Andrey Groshev Mon, 13 Jan 2014 01:37:59 -0800


13.01.2014, 02:51, "Andrew Beekhof" <[email protected]>:
> On 10 Jan 2014, at 9:55 pm, Andrey Groshev <[email protected]> wrote:
>
>>  10.01.2014, 14:31, "Andrey Groshev" <[email protected]>:
>>>  10.01.2014, 14:01, "Andrew Beekhof" <[email protected]>:
>>>>   On 10 Jan 2014, at 5:03 pm, Andrey Groshev <[email protected]> wrote:
>>>>>    10.01.2014, 05:29, "Andrew Beekhof" <[email protected]>:
>>>>>>     On 9 Jan 2014, at 11:11 pm, Andrey Groshev <[email protected]> wrote:
>>>>>>>      08.01.2014, 06:22, "Andrew Beekhof" <[email protected]>:
>>>>>>>>      On 29 Nov 2013, at 7:17 pm, Andrey Groshev <[email protected]> 
>>>>>>>> wrote:
>>>>>>>>>       Hi, ALL.
>>>>>>>>>
>>>>>>>>>       I'm still trying to cope with the fact that after the fence - 
>>>>>>>>> node hangs in "pending".
>>>>>>>>      Please define "pending".  Where did you see this?
>>>>>>>      In crm_mon:
>>>>>>>      ......
>>>>>>>      Node dev-cluster2-node2 (172793105): pending
>>>>>>>      ......
>>>>>>>
>>>>>>>      The experiment was like this:
>>>>>>>      Four nodes in cluster.
>>>>>>>      On one of them kill corosync or pacemakerd (signal 4 or 6 oк 11).
>>>>>>>      Thereafter, the remaining start it constantly reboot, under 
>>>>>>> various pretexts, "softly whistling", "fly low", "not a cluster 
>>>>>>> member!" ...
>>>>>>>      Then in the log fell out "Too many failures ...."

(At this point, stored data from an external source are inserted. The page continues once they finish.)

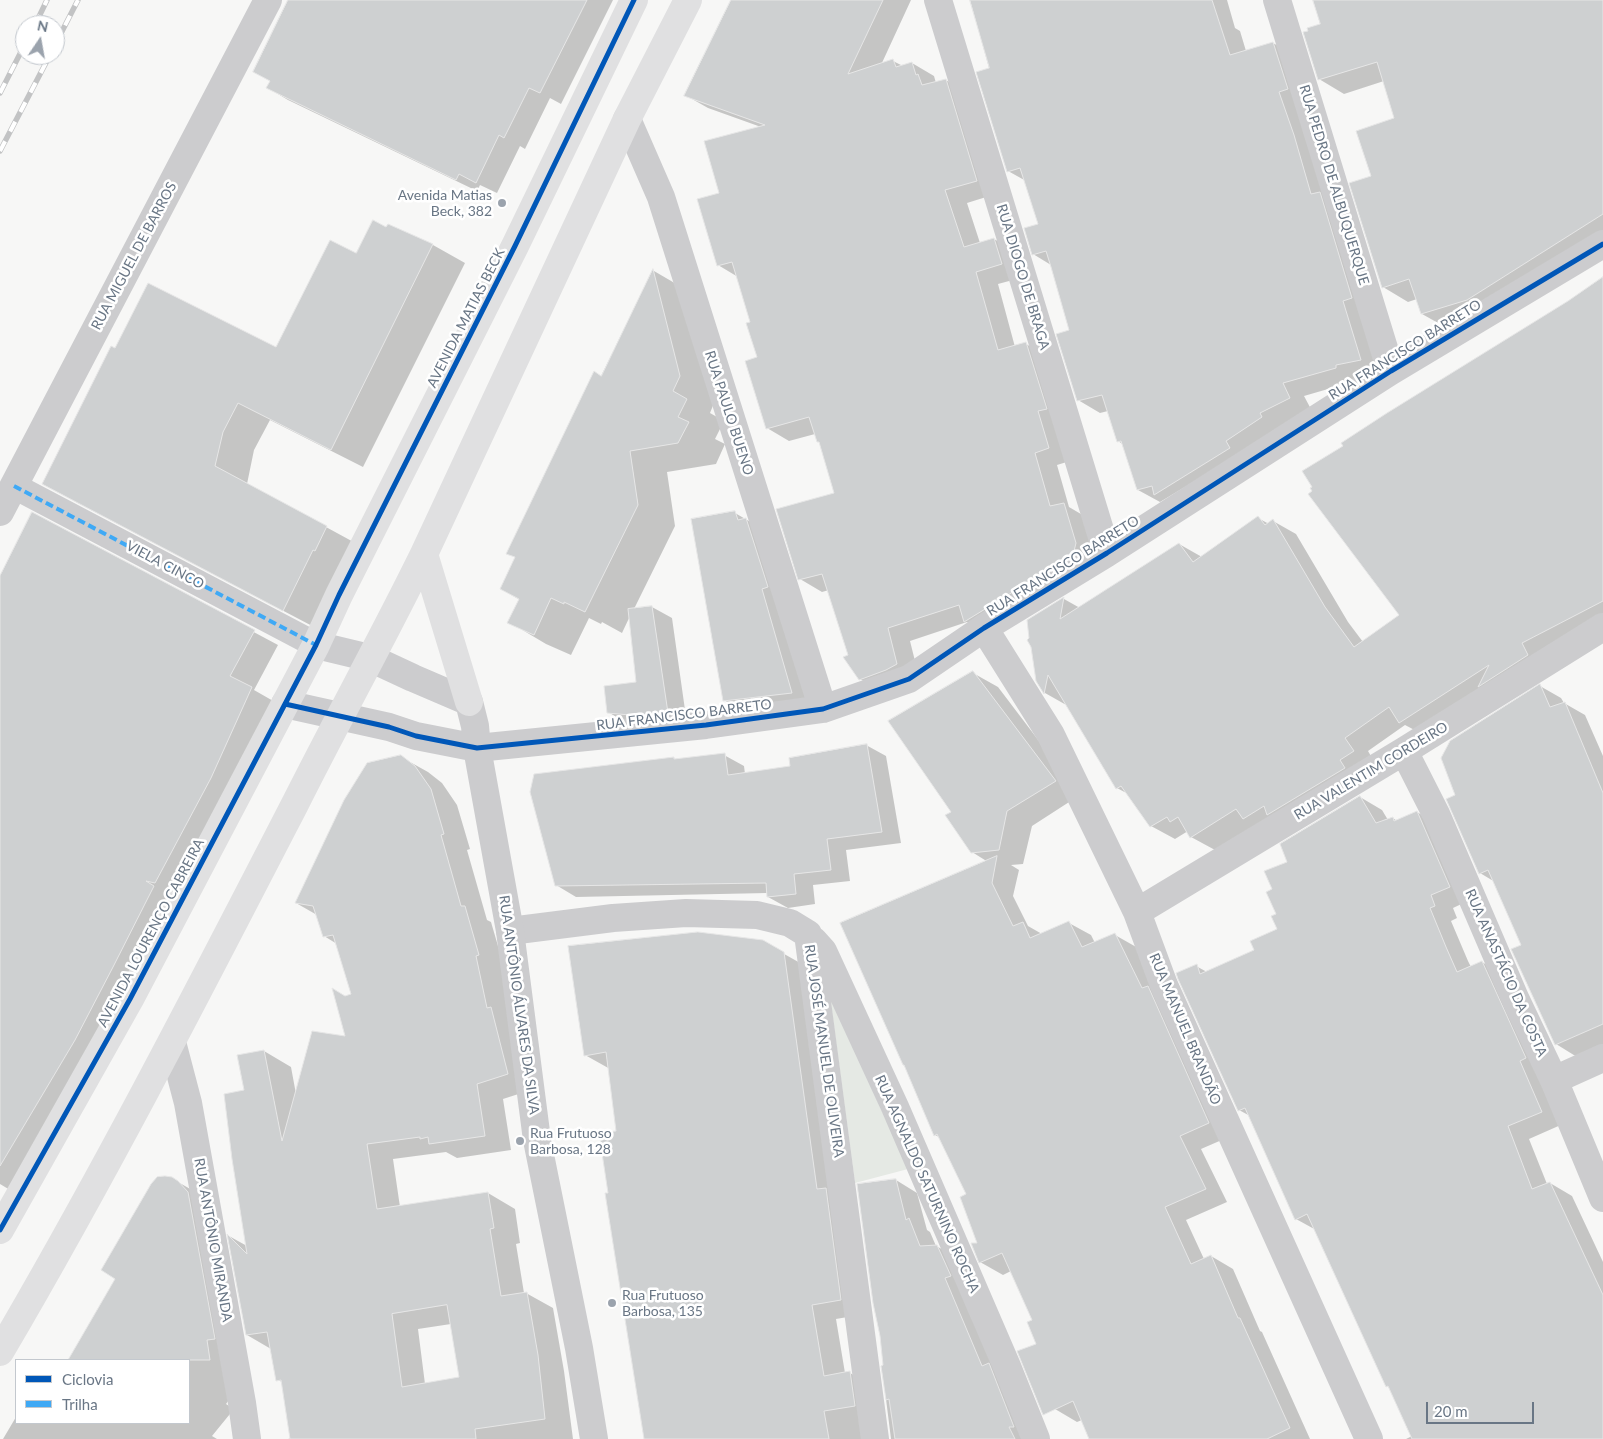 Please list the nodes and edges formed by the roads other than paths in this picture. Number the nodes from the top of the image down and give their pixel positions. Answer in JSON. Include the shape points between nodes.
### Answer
{"nodes":[{"id":1,"x":268,"y":0,"type":"edge"},
{"id":2,"x":634,"y":0,"type":"edge"},
{"id":3,"x":688,"y":0,"type":"edge"},
{"id":4,"x":938,"y":0,"type":"edge"},
{"id":5,"x":1277,"y":0,"type":"edge"},
{"id":6,"x":627,"y":119,"type":"junction"},
{"id":7,"x":1603,"y":244,"type":"edge"},
{"id":8,"x":1391,"y":371,"type":"junction"},
{"id":9,"x":14,"y":486,"type":"junction"},
{"id":10,"x":0,"y":512,"type":"edge"},
{"id":11,"x":1107,"y":553,"type":"junction"},
{"id":12,"x":424,"y":554,"type":"junction"},
{"id":13,"x":1603,"y":627,"type":"edge"},
{"id":14,"x":984,"y":628,"type":"junction"},
{"id":15,"x":316,"y":645,"type":"junction"},
{"id":16,"x":370,"y":658,"type":"junction"},
{"id":17,"x":469,"y":702,"type":"junction"},
{"id":18,"x":285,"y":704,"type":"junction"},
{"id":19,"x":823,"y":710,"type":"junction"},
{"id":20,"x":340,"y":715,"type":"junction"},
{"id":21,"x":477,"y":748,"type":"junction"},
{"id":22,"x":1404,"y":751,"type":"junction"},
{"id":23,"x":1137,"y":912,"type":"junction"},
{"id":24,"x":510,"y":931,"type":"junction"},
{"id":25,"x":808,"y":934,"type":"junction"},
{"id":26,"x":172,"y":1042,"type":"junction"},
{"id":27,"x":1603,"y":1058,"type":"edge"},
{"id":28,"x":1554,"y":1080,"type":"junction"},
{"id":29,"x":1603,"y":1198,"type":"edge"},
{"id":30,"x":0,"y":1230,"type":"edge"},
{"id":31,"x":0,"y":1352,"type":"edge"},
{"id":32,"x":246,"y":1439,"type":"edge"},
{"id":33,"x":594,"y":1439,"type":"edge"},
{"id":34,"x":875,"y":1439,"type":"edge"},
{"id":35,"x":1036,"y":1439,"type":"edge"},
{"id":36,"x":1369,"y":1439,"type":"edge"}],
"edges":[{"from":1,"to":9,"type":"street","name":"RUA MIGUEL DE BARROS"},
{"from":2,"to":15,"type":"main road","name":"AVENIDA MATIAS BECK"},
{"from":3,"to":6,"type":"main road"},
{"from":4,"to":11,"type":"street","name":"RUA DIOGO DE BRAGA"},
{"from":5,"to":8,"type":"street","name":"RUA PEDRO DE ALBUQUERQUE"},
{"from":6,"to":12,"type":"main road"},
{"from":6,"to":19,"type":"street","name":"RUA PAULO BUENO","via":[[660,197]]},
{"from":7,"to":8,"type":"street","name":"RUA FRANCISCO BARRETO"},
{"from":8,"to":11,"type":"street","name":"RUA FRANCISCO BARRETO"},
{"from":9,"to":10,"type":"street","name":"RUA MIGUEL DE BARROS"},
{"from":9,"to":15,"type":"street","name":"VIELA CINCO"},
{"from":11,"to":14,"type":"street","name":"RUA FRANCISCO BARRETO"},
{"from":12,"to":16,"type":"main road"},
{"from":12,"to":17,"type":"main road"},
{"from":13,"to":22,"type":"street","name":"RUA VALENTIM CORDEIRO"},
{"from":14,"to":19,"type":"street","name":"RUA FRANCISCO BARRETO","via":[[908,679]]},
{"from":14,"to":23,"type":"street","name":"RUA MANUEL BRANDÃO","via":[[1051,735]]},
{"from":15,"to":16,"type":"street"},
{"from":15,"to":18,"type":"main road","name":"AVENIDA LOURENÇO CABREIRA"},
{"from":16,"to":17,"type":"street"},
{"from":16,"to":20,"type":"main road"},
{"from":17,"to":21,"type":"street","name":"RUA ANTÔNIO ÁLVARES DA SILVA"},
{"from":18,"to":20,"type":"street"},
{"from":18,"to":30,"type":"main road","name":"AVENIDA LOURENÇO CABREIRA","via":[[130,1000]]},
{"from":19,"to":21,"type":"street","name":"RUA FRANCISCO BARRETO"},
{"from":20,"to":21,"type":"street","via":[[416,736]]},
{"from":20,"to":26,"type":"main road"},
{"from":21,"to":24,"type":"street","name":"RUA ANTÔNIO ÁLVARES DA SILVA"},
{"from":22,"to":23,"type":"street","name":"RUA VALENTIM CORDEIRO"},
{"from":22,"to":28,"type":"street","name":"RUA ANASTÁCIO DA COSTA","via":[[1436,814],[1514,998]]},
{"from":23,"to":36,"type":"street","name":"RUA MANUEL BRANDÃO","via":[[1168,994]]},
{"from":24,"to":25,"type":"street","name":"RUA JOSÉ MANUEL DE OLIVEIRA","via":[[686,913],[757,915],[790,923]]},
{"from":24,"to":33,"type":"street","name":"RUA ANTÔNIO ÁLVARES DA SILVA","via":[[537,1140]]},
{"from":25,"to":34,"type":"street","name":"RUA JOSÉ MANUEL DE OLIVEIRA"},
{"from":25,"to":35,"type":"street","name":"RUA AGNALDO SATURNINO ROCHA","via":[[823,951],[868,1049]]},
{"from":26,"to":31,"type":"main road","via":[[54,1260]]},
{"from":26,"to":32,"type":"street","name":"RUA ANTÔNIO MIRANDA","via":[[188,1103]]},
{"from":27,"to":28,"type":"street"},
{"from":28,"to":29,"type":"street","name":"RUA ANASTÁCIO DA COSTA"}]}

>>>>>>>      All this time in the status in crm_mon is "pending".
>>>>>>>      Depending on the wind direction changed to "UNCLEAN"
>>>>>>>      Much time has passed and I can not accurately describe the 
>>>>>>> behavior...
>>>>>>>
>>>>>>>      Now I am in the following state:
>>>>>>>      I tried locate the problem. Came here with this.

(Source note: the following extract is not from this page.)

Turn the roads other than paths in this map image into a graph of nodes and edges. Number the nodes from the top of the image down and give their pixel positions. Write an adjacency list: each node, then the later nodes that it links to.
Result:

>>>>>>>      I set big value in property stonith-timeout="600s".
>>>>>>>      And got the following behavior:
>>>>>>>      1. pkill -4 corosync
>>>>>>>      2. from node with DC call my fence agent "sshbykey"
>>>>>>>      3. It sends reboot victim and waits until she comes to life again.

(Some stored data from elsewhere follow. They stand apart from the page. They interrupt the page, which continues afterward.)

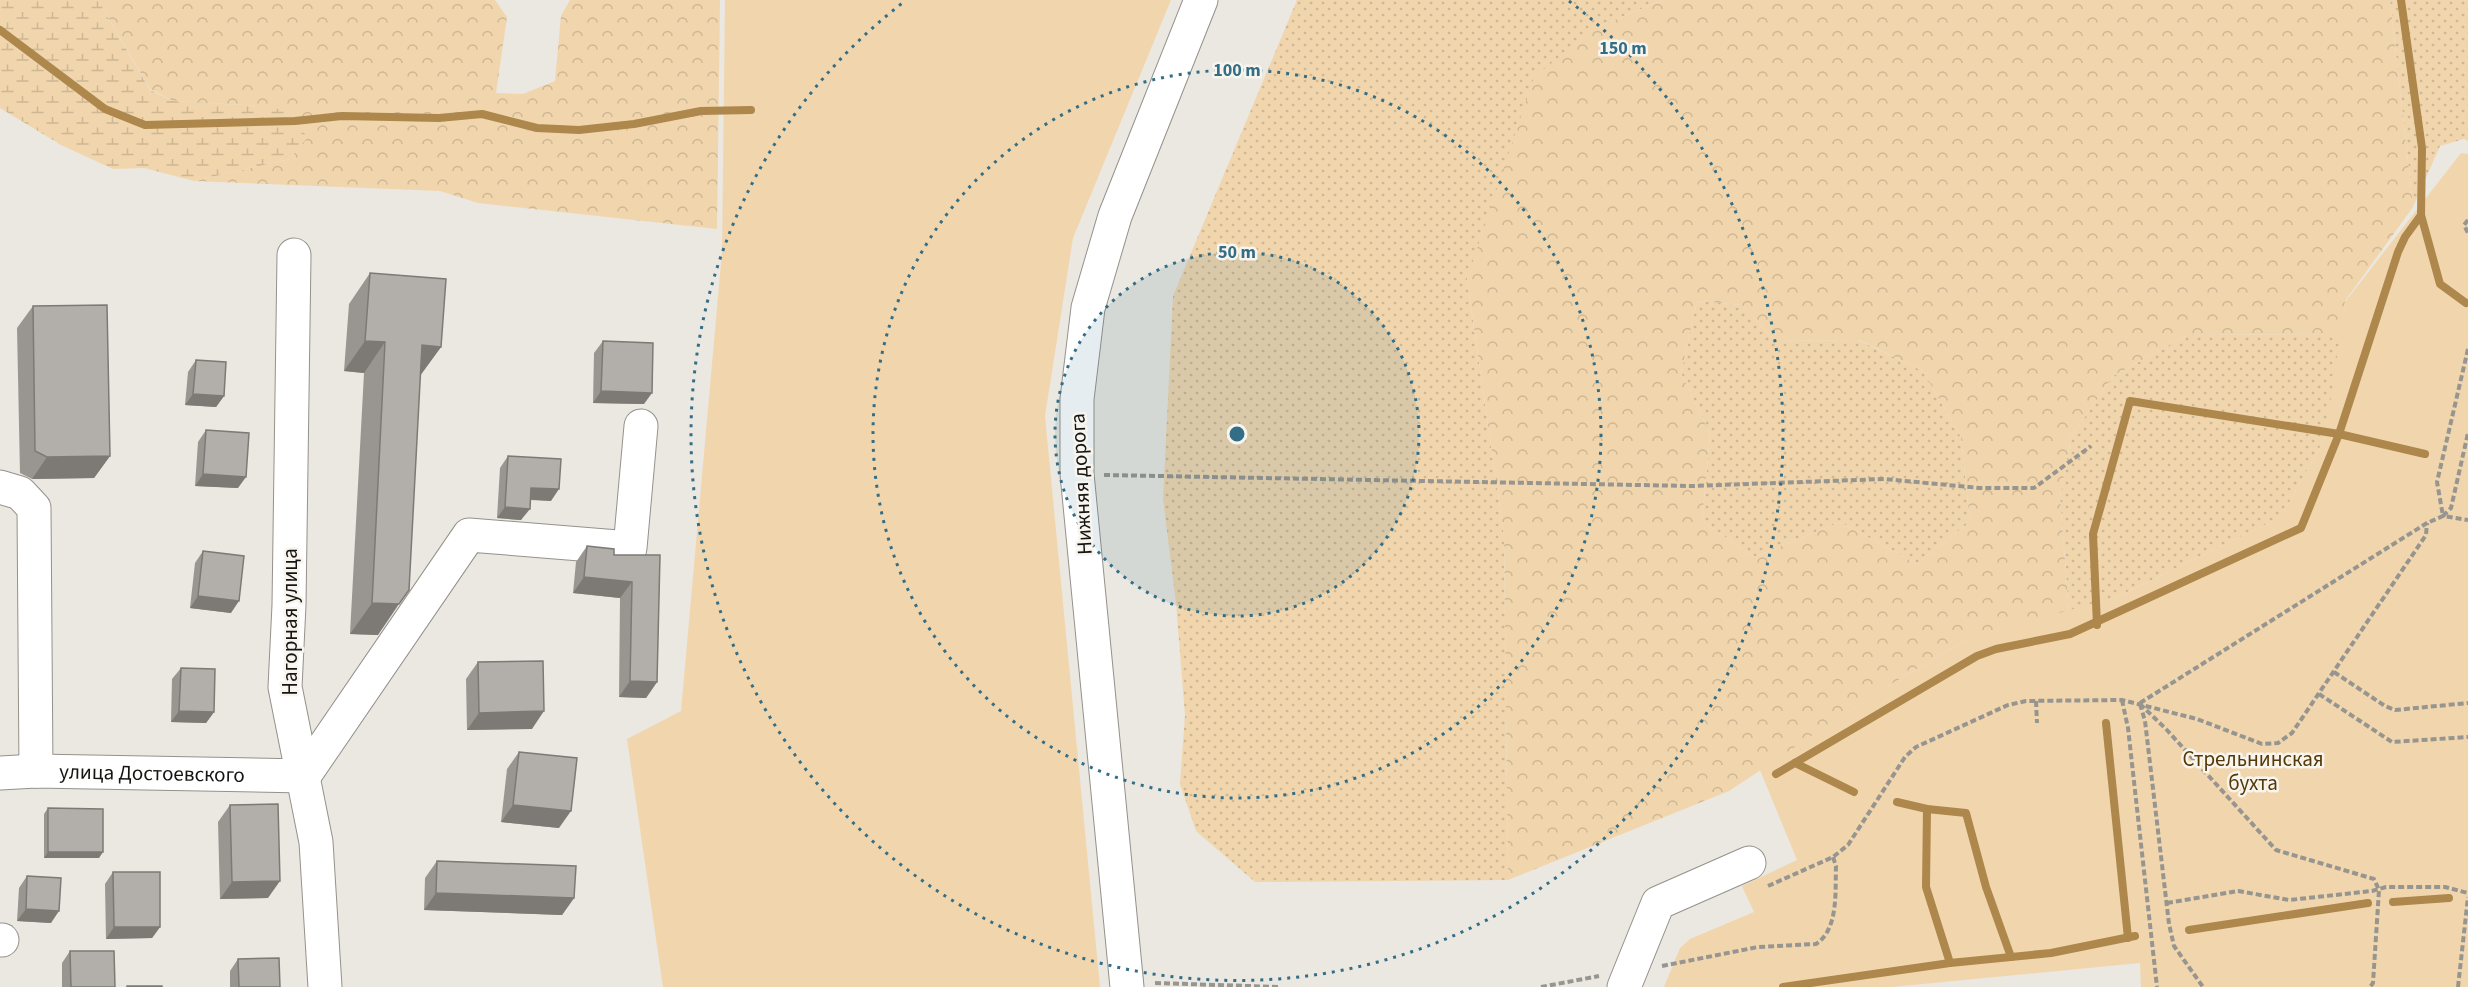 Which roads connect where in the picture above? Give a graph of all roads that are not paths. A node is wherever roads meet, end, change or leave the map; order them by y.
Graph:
1 (1201, 0) edge
2 (294, 255) dead end
3 (641, 426) dead end
4 (0, 486) edge
5 (36, 771) junction
6 (0, 773) edge
7 (304, 776) junction
8 (1755, 876) road end
9 (1615, 981) edge
10 (1139, 985) edge
11 (325, 987) edge

1 - 10 street, Нижняя дорога
2 - 7 street, Нагорная улица
3 - 7 street
4 - 5 street
5 - 6 street, улица Достоевского
5 - 7 street, улица Достоевского
7 - 11 street, Нагорная улица
8 - 9 street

>>>>>>     Hmmm.... what version of pacemaker?
>>>>>>     This sounds like a timing issue that we fixed a while back
>>>>>    Was a version 1.1.11 from December 3.
>>>>>    Now try full update and retest.
>>>>   That should be recent enough.  Can you create a crm_report the next time 
>>>> you reproduce?
>>>  Of course yes. Little delay.... :)
>>>
>>>  ......
>>>  cc1: warnings being treated as errors
>>>  upstart.c: In function ‘upstart_job_property’:
>>>  upstart.c:264: error: implicit declaration of function 
>>> ‘g_variant_lookup_value’
>>>  upstart.c:264: error: nested extern declaration of ‘g_variant_lookup_value’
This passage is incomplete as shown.